Detection Methods for CVE-2025-32754
Indicators of Compromise
- Multiple Jenkins SSH-Agent containers presenting identical SSH host key fingerprints
- Unexpected SSH connection terminations or re-negotiations during build agent communications
- Network traffic anomalies between Jenkins controllers and build agent subnets
- SSH host key fingerprint mismatches reported by Jenkins controller logs
Detection Strategies
- Inventory all running Jenkins SSH-Agent containers and compare SSH host key fingerprints across instances
- Monitor for SSH connections originating from unexpected network segments toward build agents
- Implement network segmentation monitoring to detect unauthorized man-in-the-middle positions
- Review Jenkins controller logs for SSH authentication anomalies or host key warnings
Monitoring Recommendations
- Deploy network intrusion detection to identify ARP spoofing or other MITM techniques
- Enable verbose SSH logging on Jenkins controllers to capture host key verification events
- Implement container image version tracking to identify vulnerable jenkins/ssh-agent deployments
- Use SentinelOne Singularity for containerized workloads to monitor for suspicious network behavior
How to Mitigate CVE-2025-32754
Immediate Actions Required
- Upgrade Jenkins SSH-Agent Docker images to version 6.11.2 or later immediately
- Regenerate all SSH host keys on existing build agent containers before upgrading
- Audit network architecture to minimize exposure of build agent traffic to untrusted network segments
- Rotate any credentials or secrets that may have traversed affected SSH connections
Patch Information
Jenkins has released version 6.11.2 of the SSH-Agent Docker images which addresses this vulnerability by generating SSH host keys at container startup rather than during image build.
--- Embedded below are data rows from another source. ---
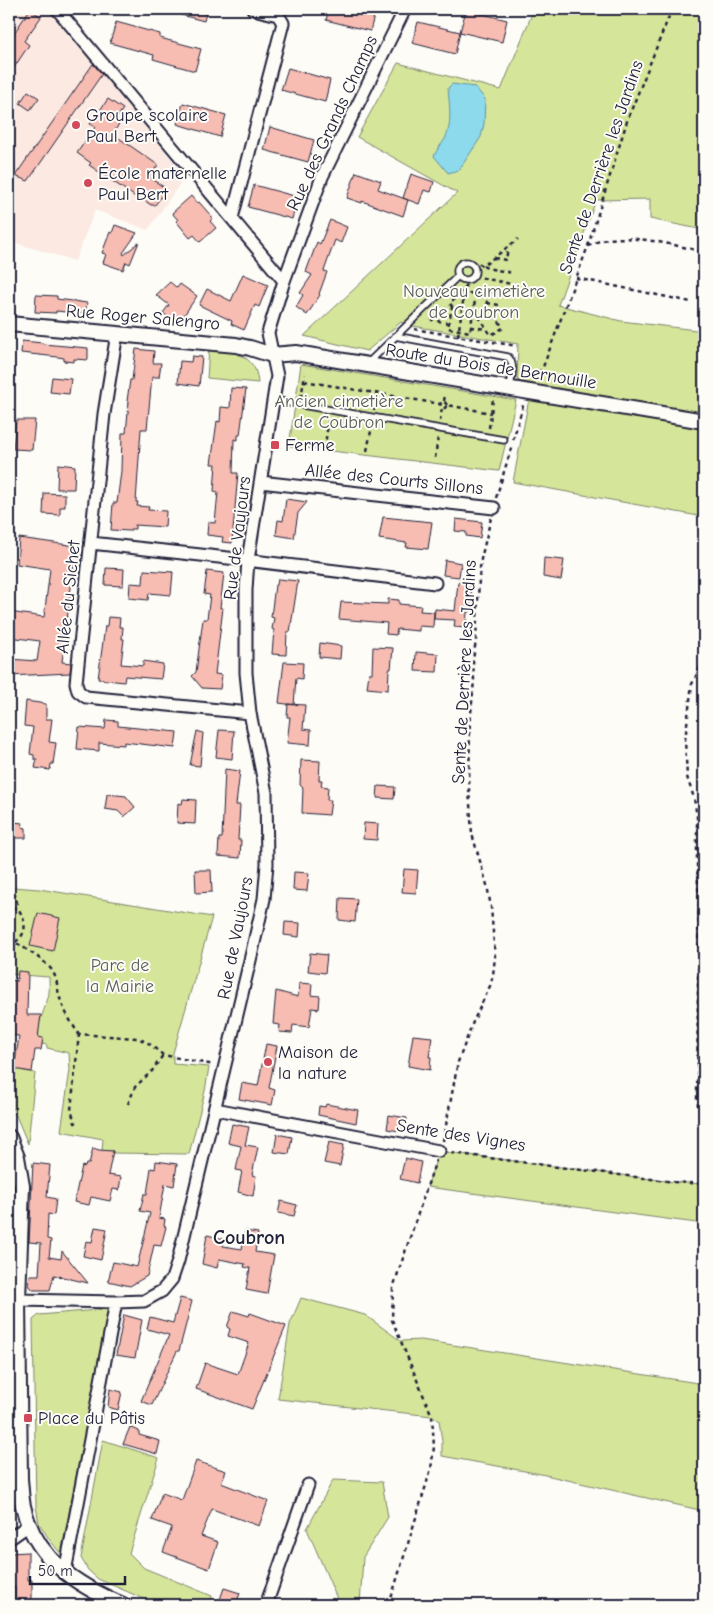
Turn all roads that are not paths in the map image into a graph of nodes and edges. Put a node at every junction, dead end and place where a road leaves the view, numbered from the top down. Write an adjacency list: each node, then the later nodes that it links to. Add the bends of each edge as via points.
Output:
1 (57, 9): 4 (street)
2 (253, 9): 4 (street, via 278,15 283,23)
3 (405, 9): 6 (street, Rue des Grands Champs, via 322,177)
4 (232, 218): 6 (street)
5 (458, 276): 5 (lane, via 456,270 461,263 467,262 475,270 474,276 466,281); 9 (lane)
6 (284, 281): 10 (street, Rue des Grands Champs, via 268,334)
7 (9, 324): 8 (street, Rue Roger Salengro)
8 (117, 333): 10 (street, Rue Roger Salengro, via 236,345); 18 (street, Allée du Sichet, via 104,414)
9 (395, 336): 11 (lane); 12 (lane, via 508,357 513,365)
10 (272, 356): 11 (street, Route du Bois de Bernouille, via 296,353); 13 (street, Rue de Vaujours, via 276,376)
11 (366, 364): 12 (street, Route du Bois de Bernouille)
12 (510, 388): 14 (street, Route du Bois de Bernouille)
13 (273, 400): 15 (lane); 16 (street, Rue de Vaujours)
14 (704, 421)
15 (504, 440)
16 (260, 482): 17 (street, Allée des Courts Sillons); 19 (street, Rue de Vaujours)
17 (494, 508)
18 (91, 543): 19 (street); 21 (street, Allée du Sichet, via 76,683 78,691 86,698)
19 (248, 560): 20 (street); 21 (street, Rue de Vaujours, via 246,664)
20 (435, 584)
21 (250, 713): 22 (street, Rue de Vaujours, via 266,793 264,899)
22 (215, 1109): 24 (street, Sente des Vignes); 25 (street, Rue de Vaujours, via 172,1279 162,1292 144,1301)
23 (9, 1137): 26 (street, via 19,1162 22,1186)
24 (439, 1151)
25 (116, 1302): 26 (street, Rue de Vaujours); 31 (street)
26 (15, 1309): 27 (street)
27 (14, 1452): 29 (street)
28 (308, 1485): 33 (street)
29 (29, 1525): 30 (street); 31 (street, via 50,1558)
30 (9, 1539)
31 (65, 1572): 32 (street, via 85,1587)
32 (123, 1605)
33 (266, 1605)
Refer to the Jenkins Security Advisory SECURITY-3565 for complete details and upgrade instructions.
Workarounds
- Remove pre-generated SSH host keys from custom images and regenerate them in container entrypoint scripts
- Implement strict network segmentation isolating Jenkins controllers and build agents from untrusted network segments
- Use TLS/VPN tunneling for all Jenkins controller to build agent communications as an additional layer
- Consider alternative build agent connection methods that do not rely on SSH host key verification
# Container entrypoint workaround - regenerate SSH host keys at startup
#!/bin/bash
# Remove existing host keys and regenerate
rm -f /etc/ssh/ssh_host_*
ssh-keygen -A
# Start SSH daemon
exec /usr/sbin/sshd -D
Disclaimer: This content was generated using AI. While we strive for accuracy, please verify critical information with official sources.